September 4, 2018 by SWestfall3

black and tan pair

Gus Morrison was a bow hunter. Every Sunday morning in October and early November, he worshiped at the Holy Altar of the Great Fred Bear. Every year, he bagged a monster buck from his tree strand, and every year, he filled his antlerless tags, which put even more nice meat for the freezer.

Sure, he’d go out when the rifle when that season rolled around during Thanksgiving week. He’d hang out with gunners at their cabins, sip back a few cold ones, and tell a few stories about the big ones he’d seen.

But the rifle hunt wasn’t for him. He would usually use the opportunity to fill an antlerless tag than to go out after a big buck. The big ones knew where to when the guns started cracking anyway, and they had already had the peak of their rutting madness sated. So this was his time to meat hunt, be cold, and realize that he had mastered a more primal way of hunting than most of the people around him.

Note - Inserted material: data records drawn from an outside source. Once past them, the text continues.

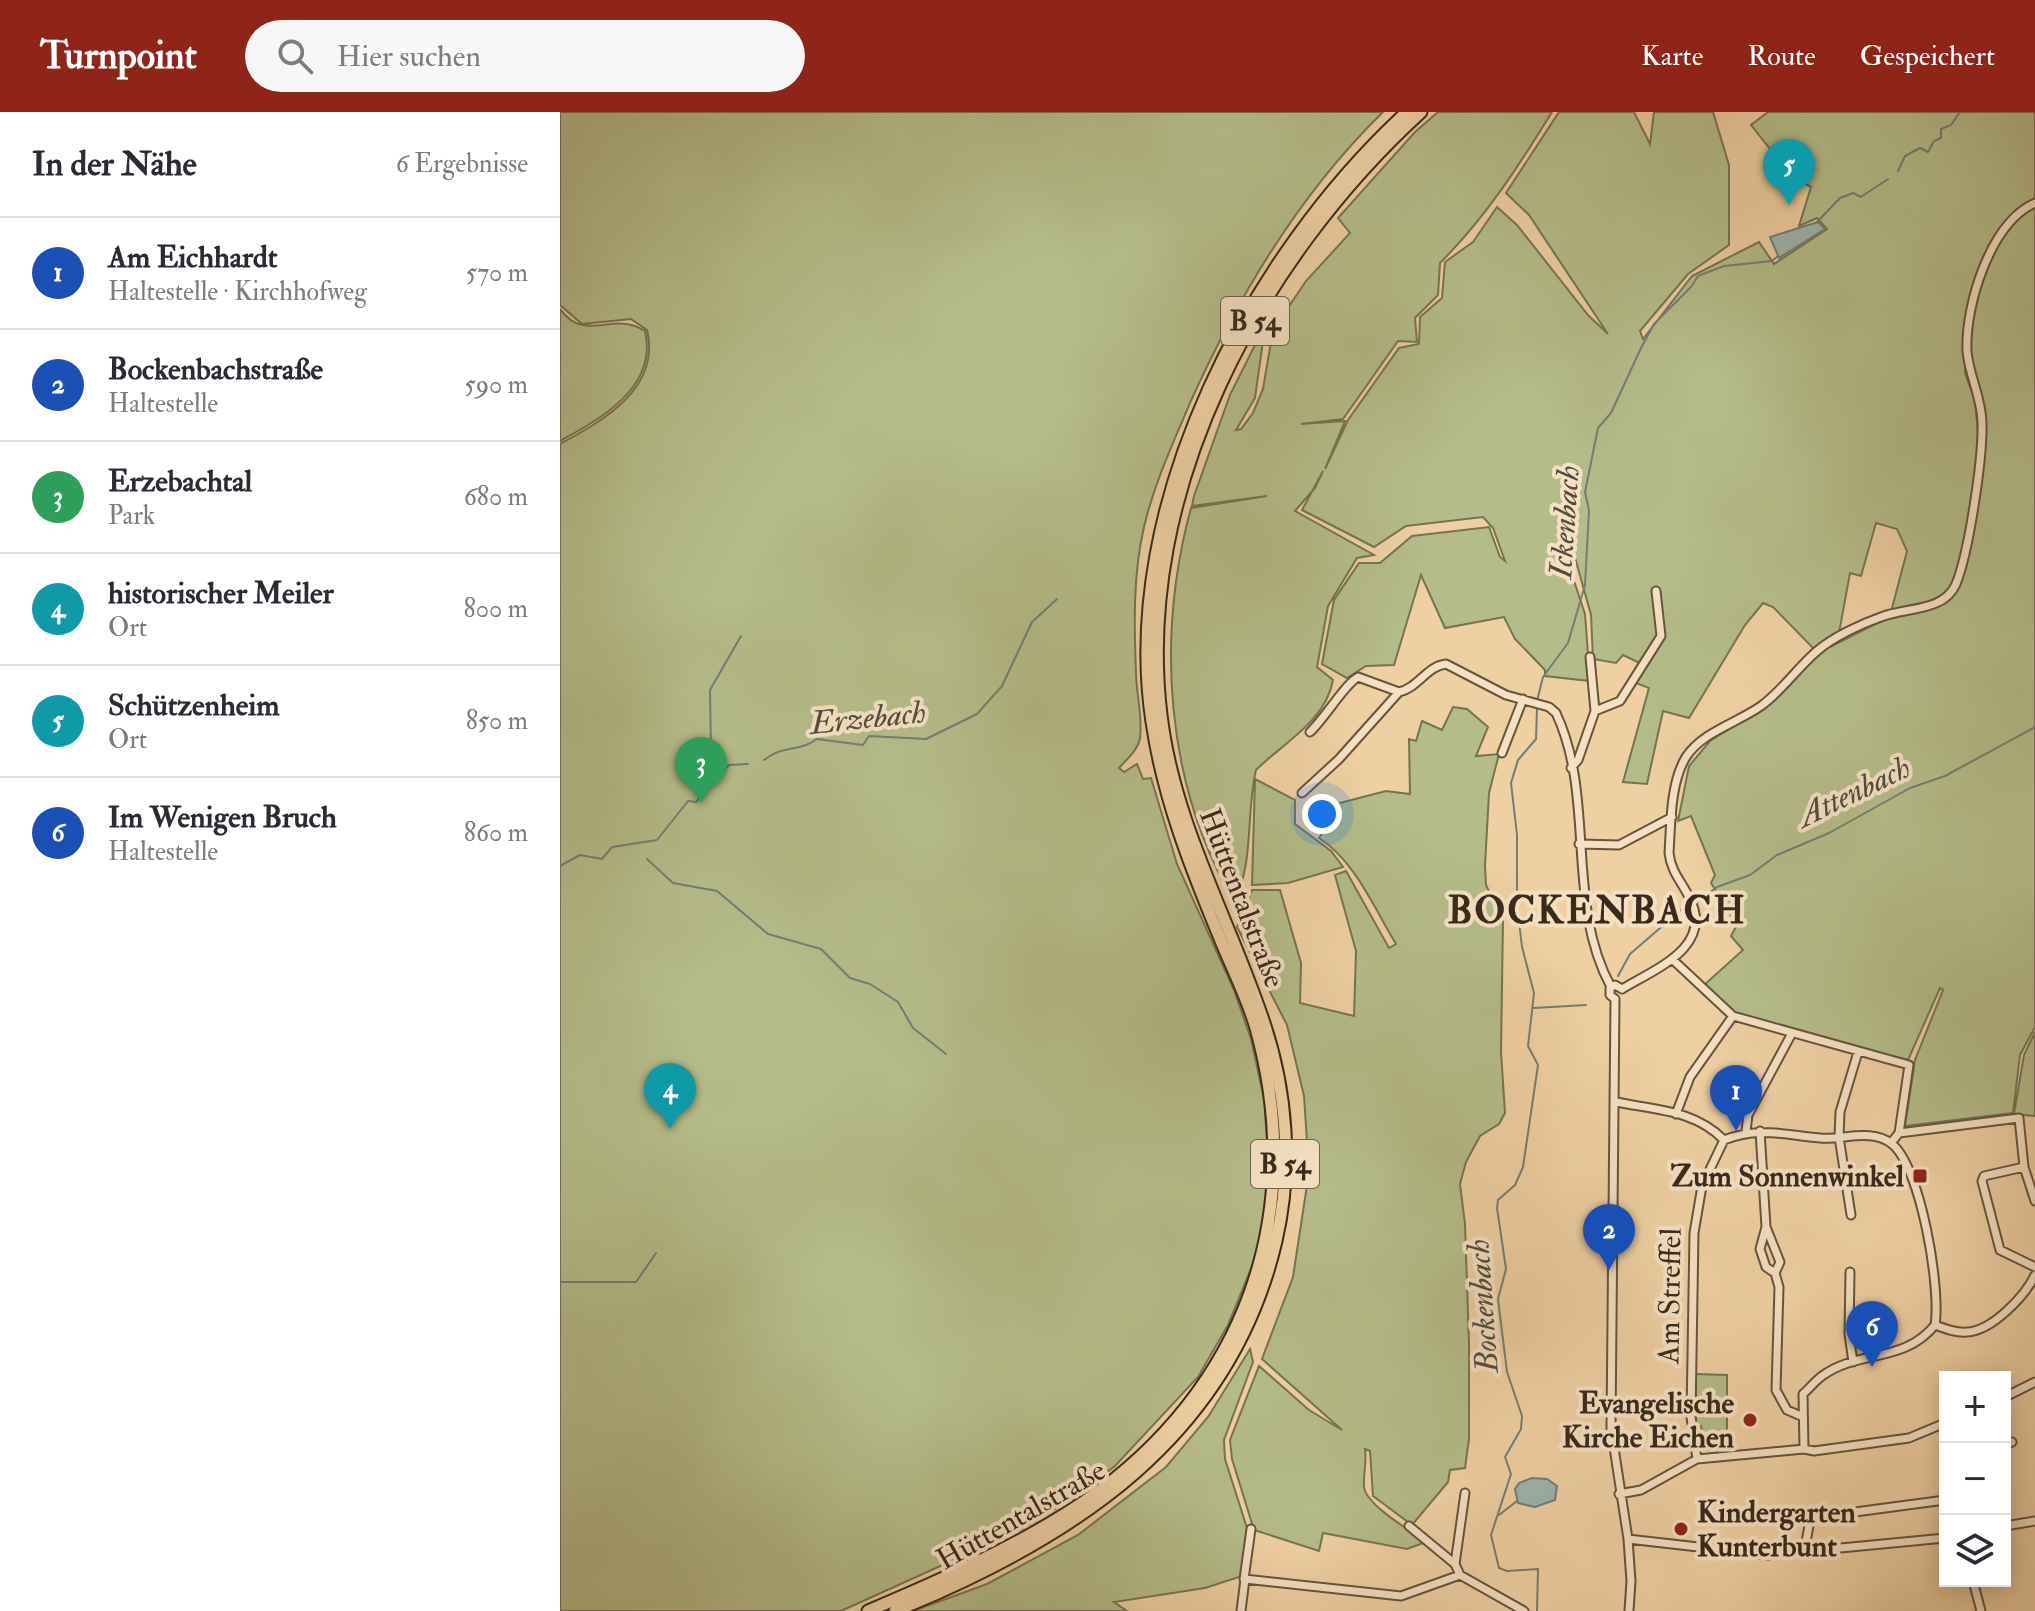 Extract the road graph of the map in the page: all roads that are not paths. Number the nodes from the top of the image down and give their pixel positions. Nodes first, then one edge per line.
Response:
1 (1407, 112) edge
2 (1421, 112) edge
3 (2035, 203) edge
4 (1656, 591) dead end
5 (1590, 657) dead end
6 (1399, 692) junction
7 (1523, 699) junction
8 (1595, 711) junction
9 (1310, 732) dead end
10 (1502, 753) dead end
11 (1571, 768) junction
12 (1302, 793) dead end
13 (1672, 817) junction
14 (1579, 844) junction
15 (1672, 959) junction
16 (1611, 987) junction
17 (1622, 989) junction
18 (1615, 999) junction
19 (1733, 1016) junction
20 (1791, 1035) junction
21 (1858, 1052) junction
22 (1616, 1102) junction
23 (1676, 1114) junction
24 (1746, 1131) junction
25 (1760, 1131) junction
26 (1899, 1133) junction
27 (1839, 1137) junction
28 (1724, 1140) junction
29 (1891, 1143) junction
30 (2024, 1167) junction
31 (2035, 1201) edge
32 (1851, 1215) dead end
33 (1766, 1227) junction
34 (2035, 1267) edge
35 (1850, 1272) dead end
36 (1775, 1273) junction
37 (2035, 1275) edge
38 (1935, 1325) junction
39 (1853, 1362) junction
40 (2035, 1382) edge
41 (2011, 1394) edge
42 (1801, 1416) junction
43 (1939, 1426) edge
44 (1804, 1449) junction
45 (1697, 1459) junction
46 (1465, 1493) dead end
47 (1619, 1494) junction
48 (1939, 1501) edge
49 (2035, 1521) edge
50 (2011, 1525) edge
51 (1409, 1526) dead end
52 (1251, 1529) dead end
53 (1628, 1539) junction
54 (1939, 1539) edge
55 (1804, 1553) junction
56 (1455, 1564) junction
57 (1460, 1575) junction
58 (1244, 1579) junction
59 (1975, 1587) edge
60 (911, 1599) junction
61 (868, 1611) edge
62 (895, 1611) edge
63 (1241, 1611) edge
64 (1524, 1611) edge
65 (1629, 1611) edge
66 (1981, 1611) edge

1 - 60 highway, Hüttentalstraße / B 54
2 - 60 highway, Hüttentalstraße / B 54
3 - 13 street
4 - 8 street
5 - 8 street
6 - 7 street
6 - 9 street
6 - 12 street
7 - 10 street
7 - 11 street
8 - 11 street
11 - 14 street
13 - 14 street
13 - 15 street
14 - 16 street
15 - 17 street
15 - 19 street
16 - 17 street
16 - 18 street
17 - 18 street
18 - 22 street
19 - 20 street
19 - 23 street
20 - 21 street
20 - 24 street
21 - 26 street
21 - 27 street
22 - 23 street
22 - 47 street
23 - 28 street
24 - 25 street
24 - 28 street
25 - 27 street
25 - 33 street
26 - 29 street
26 - 30 street
27 - 29 street
27 - 32 street
28 - 45 street, Am Streffel
29 - 38 street
30 - 31 street
30 - 34 street
33 - 36 street
33 - 36 street
35 - 39 street
36 - 42 street
37 - 38 street
38 - 39 street
39 - 42 street
40 - 41 street
42 - 44 street
43 - 44 street
44 - 45 street
45 - 47 street
46 - 56 street
47 - 53 street
48 - 55 street
49 - 50 street
51 - 56 street
52 - 58 street
53 - 55 street
53 - 65 street
54 - 55 street
56 - 57 street
57 - 58 street
57 - 64 street
58 - 63 street
59 - 66 street
60 - 61 highway, B 54
60 - 62 highway, B 54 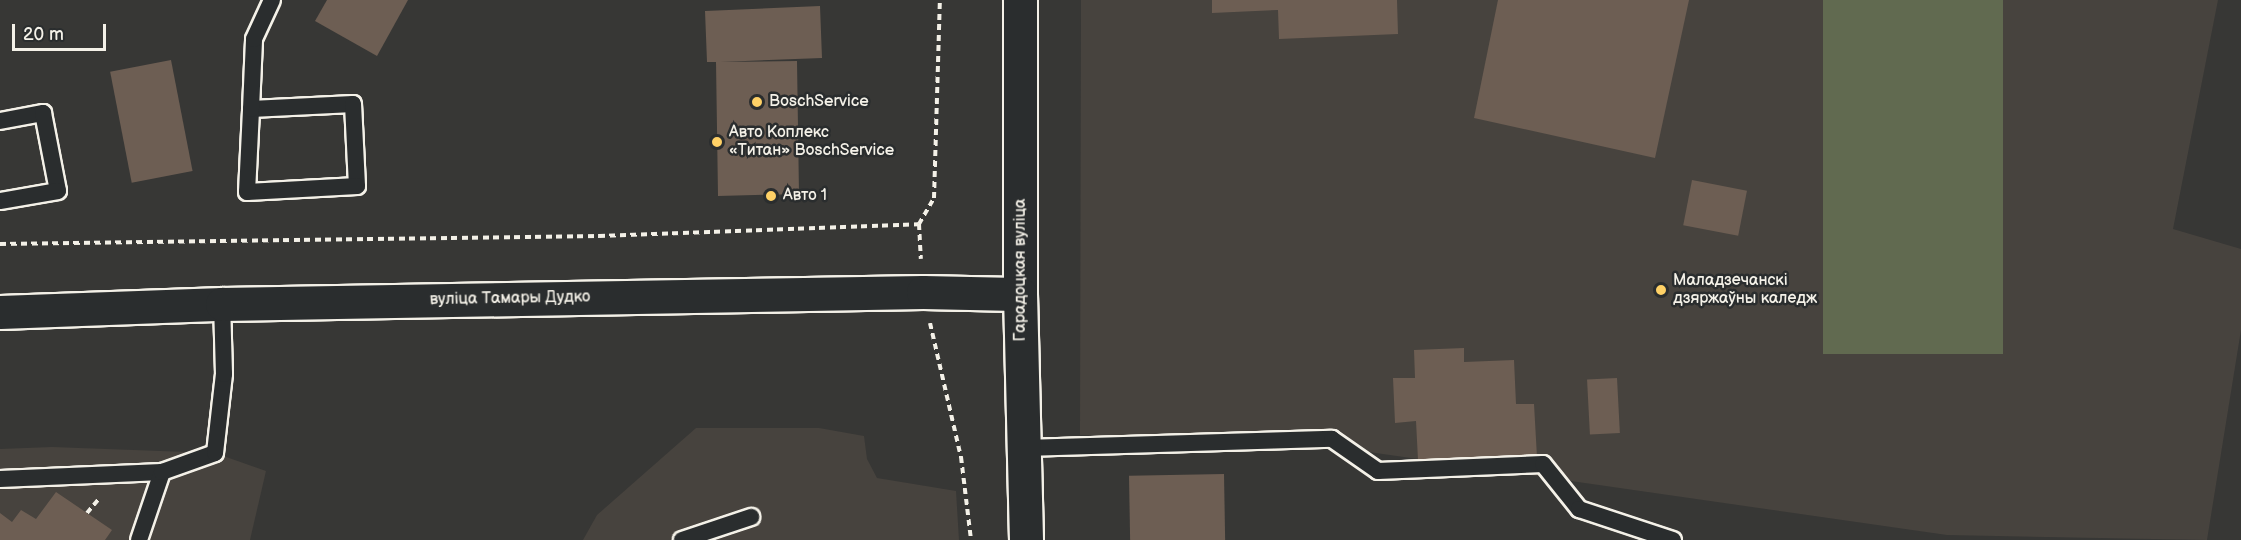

So that great October weekend rolled around, and Gus rose before the sun crested in the eastern sky. He showered down in de-scenting soap, and then moseyed out with only a towel around his waist to the shed where his carbon camouflage suit was stored in an airtight bag full of oak leaves. He slipped on the clothes that would mask his scent, and then he painted on the camouflage face paint that would hide his visage from any deer that bothered to look up into the treetops.

He sprayed down his boots with de-scenting spray and did the same with his old compound bow, as well as the quiver and all the arrows. He would not rid his entire being of his stinky monkey human scent, but he would come as close to it as he could.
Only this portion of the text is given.